╭─ Dataset excerpts
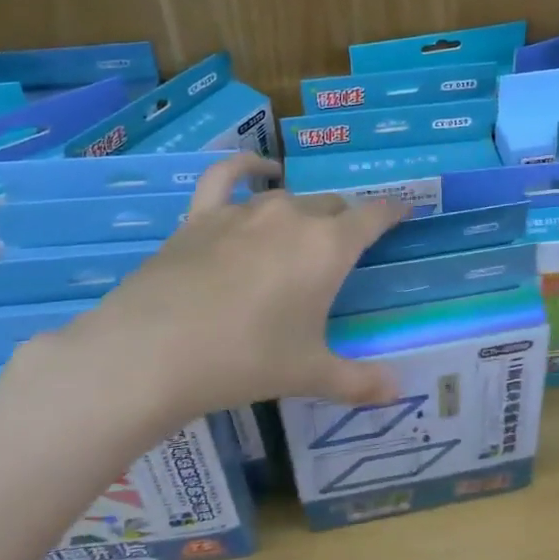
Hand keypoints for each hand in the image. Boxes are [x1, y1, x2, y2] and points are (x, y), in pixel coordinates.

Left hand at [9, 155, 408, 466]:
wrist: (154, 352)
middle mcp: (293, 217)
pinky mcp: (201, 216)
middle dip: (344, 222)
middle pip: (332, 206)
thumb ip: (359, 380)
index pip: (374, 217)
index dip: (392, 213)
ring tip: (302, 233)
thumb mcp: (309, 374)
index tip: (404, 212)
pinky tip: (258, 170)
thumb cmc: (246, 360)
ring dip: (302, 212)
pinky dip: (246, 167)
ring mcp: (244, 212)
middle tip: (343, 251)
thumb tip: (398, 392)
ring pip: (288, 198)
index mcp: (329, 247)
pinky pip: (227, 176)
╰─
╭─ Dataset excerpts
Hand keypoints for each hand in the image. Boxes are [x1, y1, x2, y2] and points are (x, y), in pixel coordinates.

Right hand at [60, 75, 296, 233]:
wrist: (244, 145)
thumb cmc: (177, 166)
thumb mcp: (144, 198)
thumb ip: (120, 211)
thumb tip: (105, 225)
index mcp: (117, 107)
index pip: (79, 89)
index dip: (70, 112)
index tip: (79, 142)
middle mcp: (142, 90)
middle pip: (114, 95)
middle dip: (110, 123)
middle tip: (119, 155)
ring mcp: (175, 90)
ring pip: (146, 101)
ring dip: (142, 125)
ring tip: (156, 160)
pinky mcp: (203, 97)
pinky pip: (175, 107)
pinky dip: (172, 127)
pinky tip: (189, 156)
╰─
__Exercise objective__. Output only an exact transcription of the lines above from the one with "Left hand at" up to and including the one with "pinky pip: (227, 176)".

__Response box__.
Left hand at [9, 155, 408, 466]:
wrist: (154, 352)
middle mcp: (293, 217)
pinky mcp: (201, 216)
middle dip: (344, 222)
middle pip: (332, 206)
thumb ip: (359, 380)
index pip: (374, 217)
index dip: (392, 213)
ring tip: (302, 233)
thumb mcp: (309, 374)
index tip: (404, 212)
pinky tip: (258, 170)
thumb cmc: (246, 360)
ring dip: (302, 212)
pinky dip: (246, 167)
ring mcp: (244, 212)
middle tip: (343, 251)
thumb tip: (398, 392)
ring pip: (288, 198)
index mcp: (329, 247)
pinky pip: (227, 176)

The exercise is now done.